Hint: The figure given above shows a transistor with three parts. The current gain is the ratio of the collector current to the ratio of the base current. The emitter and collector current can be calculated by using ohm’s law. The potential can be calculated by taking the difference of potential difference between two points.

Formula used:
${{V}_{i}}-{{V}_{be}}={{I}_{b}}{{R}_{b}}$
${{V}_{CC}}-{{V}_{ce}}={{I}_{c}}{{R}_{c}}$
$\beta =\dfrac{{{I}_{c}}}{{{I}_{b}}}$

Complete step by step solution:

Given that, ${{V}_{be}}=0$, ${{V}_{ce}}=0$. Conditions given in the figure are ${{V}_{i}}=10V$, ${{R}_{b}}=400\times {{10}^{3}}\Omega $, ${{R}_{c}}=3\times {{10}^{3}}\Omega $, ${{V}_{CC}}=10V$.
We know that,
${{V}_{i}}-{{V}_{be}}={{I}_{b}}{{R}_{b}}$
Here, ${{V}_{be}}$ is the voltage of the junction between base and emitter
According to the ohm’s law, ${{I}_{b}}{{R}_{b}}$ is the potential drop across the resistor ${{R}_{b}}$.
Now we will substitute given values in the above equation to get,
$\begin{align}
  & 10-0={{I}_{b}}\times 400\times {{10}^{3}} \\
 & \Rightarrow \dfrac{10}{400\times {{10}^{3}}}={{I}_{b}} \\
 & \Rightarrow 25\times {{10}^{-6}}A=25\mu A={{I}_{b}} \\
\end{align}$
Therefore, the current flowing through the resistance and between ${{R}_{b}}$ is $25\times {{10}^{-6}}A$.
Similarly,
${{V}_{CC}}-{{V}_{ce}}={{I}_{c}}{{R}_{c}}$
Here, ${{V}_{ce}}$ is the voltage between collector-emitter junction
According to ohm’s law, ${{I}_{c}}{{R}_{c}}$ is the potential drop across the resistor ${{R}_{c}}$
Now we will substitute given values in the above equation to get,
$\begin{align}
  & 10-0={{I}_{c}}\times 3\times {{10}^{3}} \\
 & \Rightarrow \dfrac{10}{3\times {{10}^{3}}}={{I}_{c}} \\
 & \Rightarrow 3.33mA={{I}_{c}} \\
\end{align}$
Therefore the current flowing through the resistor ${{R}_{c}}$ is $3.33mA$.
Now,
$\beta =\dfrac{{{I}_{c}}}{{{I}_{b}}}$
Here, $\beta $ is the current gain in the transistor
${{I}_{c}}$ is the collector current
${{I}_{b}}$ is the base current
Given, ${{I}_{c}}=3.33mA$, ${{I}_{b}}=25\mu A$
Now we will substitute given values in the above equation to get,
$\begin{align}
  & \beta =\dfrac{{{I}_{c}}}{{{I}_{b}}} \\
 & \Rightarrow \beta =\dfrac{3.33\times {{10}^{-3}}}{25\times {{10}^{-6}}} \\
 & \Rightarrow \beta =133 \\
\end{align}$
Therefore, the value of current gain in the circuit is $133$. Hence, the correct option is (A).

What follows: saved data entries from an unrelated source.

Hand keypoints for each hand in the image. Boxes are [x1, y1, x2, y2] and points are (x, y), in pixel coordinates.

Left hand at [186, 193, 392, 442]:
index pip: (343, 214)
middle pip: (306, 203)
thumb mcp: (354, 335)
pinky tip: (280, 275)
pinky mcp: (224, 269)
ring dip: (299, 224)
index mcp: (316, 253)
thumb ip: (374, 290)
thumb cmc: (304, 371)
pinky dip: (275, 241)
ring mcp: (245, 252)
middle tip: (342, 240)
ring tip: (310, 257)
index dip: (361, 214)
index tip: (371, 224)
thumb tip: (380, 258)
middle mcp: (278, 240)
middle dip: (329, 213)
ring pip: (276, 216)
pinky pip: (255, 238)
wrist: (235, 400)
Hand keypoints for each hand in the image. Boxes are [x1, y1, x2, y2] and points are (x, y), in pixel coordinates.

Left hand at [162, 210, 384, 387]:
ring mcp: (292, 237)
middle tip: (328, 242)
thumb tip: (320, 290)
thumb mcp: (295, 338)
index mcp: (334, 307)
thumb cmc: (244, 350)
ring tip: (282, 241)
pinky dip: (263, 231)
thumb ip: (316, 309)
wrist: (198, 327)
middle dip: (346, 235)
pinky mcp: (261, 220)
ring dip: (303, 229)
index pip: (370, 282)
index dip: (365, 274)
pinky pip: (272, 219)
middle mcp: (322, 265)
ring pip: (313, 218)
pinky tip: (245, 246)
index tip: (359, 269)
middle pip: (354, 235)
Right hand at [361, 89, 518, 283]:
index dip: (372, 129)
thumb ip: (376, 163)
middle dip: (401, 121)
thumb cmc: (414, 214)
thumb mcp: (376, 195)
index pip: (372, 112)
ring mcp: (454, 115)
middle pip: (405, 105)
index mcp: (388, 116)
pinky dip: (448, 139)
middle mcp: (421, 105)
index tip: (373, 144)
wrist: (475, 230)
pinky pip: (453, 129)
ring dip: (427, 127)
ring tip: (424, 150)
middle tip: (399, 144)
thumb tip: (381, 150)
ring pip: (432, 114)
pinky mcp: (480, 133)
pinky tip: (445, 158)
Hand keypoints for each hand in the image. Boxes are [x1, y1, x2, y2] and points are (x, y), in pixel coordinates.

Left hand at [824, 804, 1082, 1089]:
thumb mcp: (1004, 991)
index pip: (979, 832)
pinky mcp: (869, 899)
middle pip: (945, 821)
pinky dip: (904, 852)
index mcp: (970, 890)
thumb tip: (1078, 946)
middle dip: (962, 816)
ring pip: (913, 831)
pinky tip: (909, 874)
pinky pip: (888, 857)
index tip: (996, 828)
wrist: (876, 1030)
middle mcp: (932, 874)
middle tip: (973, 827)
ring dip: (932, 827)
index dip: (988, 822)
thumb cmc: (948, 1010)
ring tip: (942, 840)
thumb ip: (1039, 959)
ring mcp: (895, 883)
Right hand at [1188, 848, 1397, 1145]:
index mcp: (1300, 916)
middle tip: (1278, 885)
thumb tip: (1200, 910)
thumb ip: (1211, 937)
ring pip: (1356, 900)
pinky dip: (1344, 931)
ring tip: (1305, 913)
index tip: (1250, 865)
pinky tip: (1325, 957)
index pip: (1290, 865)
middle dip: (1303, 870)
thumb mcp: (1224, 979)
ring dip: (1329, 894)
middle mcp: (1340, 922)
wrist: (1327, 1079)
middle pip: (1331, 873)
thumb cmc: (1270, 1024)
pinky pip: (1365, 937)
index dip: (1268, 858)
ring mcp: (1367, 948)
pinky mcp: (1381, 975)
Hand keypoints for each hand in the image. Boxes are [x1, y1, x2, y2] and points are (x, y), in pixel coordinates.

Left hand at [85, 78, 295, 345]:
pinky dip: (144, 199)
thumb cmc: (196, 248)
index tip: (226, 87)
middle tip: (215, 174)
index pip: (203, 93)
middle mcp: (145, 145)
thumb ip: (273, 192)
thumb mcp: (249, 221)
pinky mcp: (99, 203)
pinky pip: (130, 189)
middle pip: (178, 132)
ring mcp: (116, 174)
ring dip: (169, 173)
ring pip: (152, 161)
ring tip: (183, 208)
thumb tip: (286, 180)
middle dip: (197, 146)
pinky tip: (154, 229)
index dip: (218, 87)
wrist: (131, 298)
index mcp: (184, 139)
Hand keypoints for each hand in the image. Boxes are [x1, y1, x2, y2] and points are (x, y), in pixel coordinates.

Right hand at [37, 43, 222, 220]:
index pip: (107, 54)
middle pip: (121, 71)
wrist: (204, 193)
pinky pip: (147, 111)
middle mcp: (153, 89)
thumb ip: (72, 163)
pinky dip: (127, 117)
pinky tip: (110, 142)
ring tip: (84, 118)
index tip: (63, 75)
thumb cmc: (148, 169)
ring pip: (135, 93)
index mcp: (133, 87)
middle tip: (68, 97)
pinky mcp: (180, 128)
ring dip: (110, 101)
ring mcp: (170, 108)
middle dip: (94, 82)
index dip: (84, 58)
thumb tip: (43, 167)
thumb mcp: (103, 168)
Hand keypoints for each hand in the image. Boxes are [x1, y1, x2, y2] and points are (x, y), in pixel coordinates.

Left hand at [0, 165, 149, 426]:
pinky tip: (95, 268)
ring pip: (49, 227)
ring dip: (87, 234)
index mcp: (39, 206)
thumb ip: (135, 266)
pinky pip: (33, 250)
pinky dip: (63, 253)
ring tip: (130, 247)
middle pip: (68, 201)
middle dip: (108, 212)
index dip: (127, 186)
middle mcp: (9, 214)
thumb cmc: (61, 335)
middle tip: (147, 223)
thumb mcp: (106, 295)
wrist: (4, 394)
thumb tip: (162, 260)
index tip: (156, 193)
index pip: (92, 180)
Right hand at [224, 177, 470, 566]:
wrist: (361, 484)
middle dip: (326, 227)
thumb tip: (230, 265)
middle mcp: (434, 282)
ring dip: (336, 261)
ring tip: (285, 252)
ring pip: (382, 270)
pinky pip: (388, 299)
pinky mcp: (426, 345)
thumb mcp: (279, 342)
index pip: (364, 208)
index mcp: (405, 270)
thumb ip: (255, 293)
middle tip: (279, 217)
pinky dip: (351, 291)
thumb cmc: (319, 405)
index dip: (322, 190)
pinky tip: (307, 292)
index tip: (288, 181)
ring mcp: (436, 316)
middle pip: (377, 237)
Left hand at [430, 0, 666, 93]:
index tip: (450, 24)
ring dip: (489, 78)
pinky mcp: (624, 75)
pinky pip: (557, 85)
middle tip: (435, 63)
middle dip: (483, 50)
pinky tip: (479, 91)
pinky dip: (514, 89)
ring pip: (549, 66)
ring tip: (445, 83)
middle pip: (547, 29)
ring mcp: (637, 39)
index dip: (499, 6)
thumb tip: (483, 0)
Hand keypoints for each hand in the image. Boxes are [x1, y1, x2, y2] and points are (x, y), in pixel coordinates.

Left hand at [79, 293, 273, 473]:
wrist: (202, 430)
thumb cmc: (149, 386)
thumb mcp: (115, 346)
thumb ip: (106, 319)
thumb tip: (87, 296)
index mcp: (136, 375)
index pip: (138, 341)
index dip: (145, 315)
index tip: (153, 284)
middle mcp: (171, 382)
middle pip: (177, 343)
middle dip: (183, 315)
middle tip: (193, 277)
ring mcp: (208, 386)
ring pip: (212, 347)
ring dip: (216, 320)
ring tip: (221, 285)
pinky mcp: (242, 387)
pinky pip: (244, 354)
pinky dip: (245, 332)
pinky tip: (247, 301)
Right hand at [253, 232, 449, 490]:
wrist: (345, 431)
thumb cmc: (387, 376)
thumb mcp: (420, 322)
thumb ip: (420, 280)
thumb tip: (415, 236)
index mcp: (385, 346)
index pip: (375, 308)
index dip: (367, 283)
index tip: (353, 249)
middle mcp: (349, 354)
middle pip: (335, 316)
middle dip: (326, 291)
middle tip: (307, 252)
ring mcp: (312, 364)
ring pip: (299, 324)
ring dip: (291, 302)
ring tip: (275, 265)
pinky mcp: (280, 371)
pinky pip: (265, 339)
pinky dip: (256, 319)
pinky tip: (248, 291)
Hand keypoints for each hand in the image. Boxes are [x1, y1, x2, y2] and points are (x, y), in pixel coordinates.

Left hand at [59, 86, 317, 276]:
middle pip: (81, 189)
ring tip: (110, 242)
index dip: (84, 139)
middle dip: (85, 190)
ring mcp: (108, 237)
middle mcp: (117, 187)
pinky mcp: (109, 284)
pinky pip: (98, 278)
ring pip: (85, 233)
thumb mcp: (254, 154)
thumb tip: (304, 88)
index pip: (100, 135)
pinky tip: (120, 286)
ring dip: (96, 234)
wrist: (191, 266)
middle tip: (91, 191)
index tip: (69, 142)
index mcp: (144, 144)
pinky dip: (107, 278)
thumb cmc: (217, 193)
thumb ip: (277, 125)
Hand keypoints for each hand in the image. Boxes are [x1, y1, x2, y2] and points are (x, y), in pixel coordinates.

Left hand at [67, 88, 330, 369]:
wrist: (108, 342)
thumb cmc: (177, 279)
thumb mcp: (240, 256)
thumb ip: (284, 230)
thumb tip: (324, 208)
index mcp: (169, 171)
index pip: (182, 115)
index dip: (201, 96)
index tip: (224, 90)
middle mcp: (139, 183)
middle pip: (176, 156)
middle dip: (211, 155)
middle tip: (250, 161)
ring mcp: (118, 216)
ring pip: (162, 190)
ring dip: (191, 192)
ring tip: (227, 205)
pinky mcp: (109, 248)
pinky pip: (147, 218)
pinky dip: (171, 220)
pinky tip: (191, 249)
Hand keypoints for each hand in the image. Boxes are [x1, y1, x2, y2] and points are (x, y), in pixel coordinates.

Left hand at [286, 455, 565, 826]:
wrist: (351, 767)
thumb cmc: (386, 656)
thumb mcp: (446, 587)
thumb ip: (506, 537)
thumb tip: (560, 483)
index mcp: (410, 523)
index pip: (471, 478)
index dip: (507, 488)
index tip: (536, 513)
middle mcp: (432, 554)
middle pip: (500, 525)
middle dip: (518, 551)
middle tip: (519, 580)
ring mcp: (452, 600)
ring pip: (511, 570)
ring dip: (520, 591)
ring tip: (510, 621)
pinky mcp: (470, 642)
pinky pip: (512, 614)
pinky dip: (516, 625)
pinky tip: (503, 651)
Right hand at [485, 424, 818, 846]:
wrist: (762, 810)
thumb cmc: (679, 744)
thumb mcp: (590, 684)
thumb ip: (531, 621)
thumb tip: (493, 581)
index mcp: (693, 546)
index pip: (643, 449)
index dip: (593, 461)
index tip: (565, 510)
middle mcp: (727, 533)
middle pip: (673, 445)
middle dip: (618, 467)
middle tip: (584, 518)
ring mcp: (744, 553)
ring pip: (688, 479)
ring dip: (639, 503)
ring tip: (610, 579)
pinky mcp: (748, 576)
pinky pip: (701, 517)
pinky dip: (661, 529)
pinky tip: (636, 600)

Note: The transistor contains three parts; the emitter, collector and the base. The current gain is a unitless quantity as it is the ratio of two quantities with similar units. Current gain can be defined as the change in collector current per unit change in the base current. The above circuit is a base-configuration.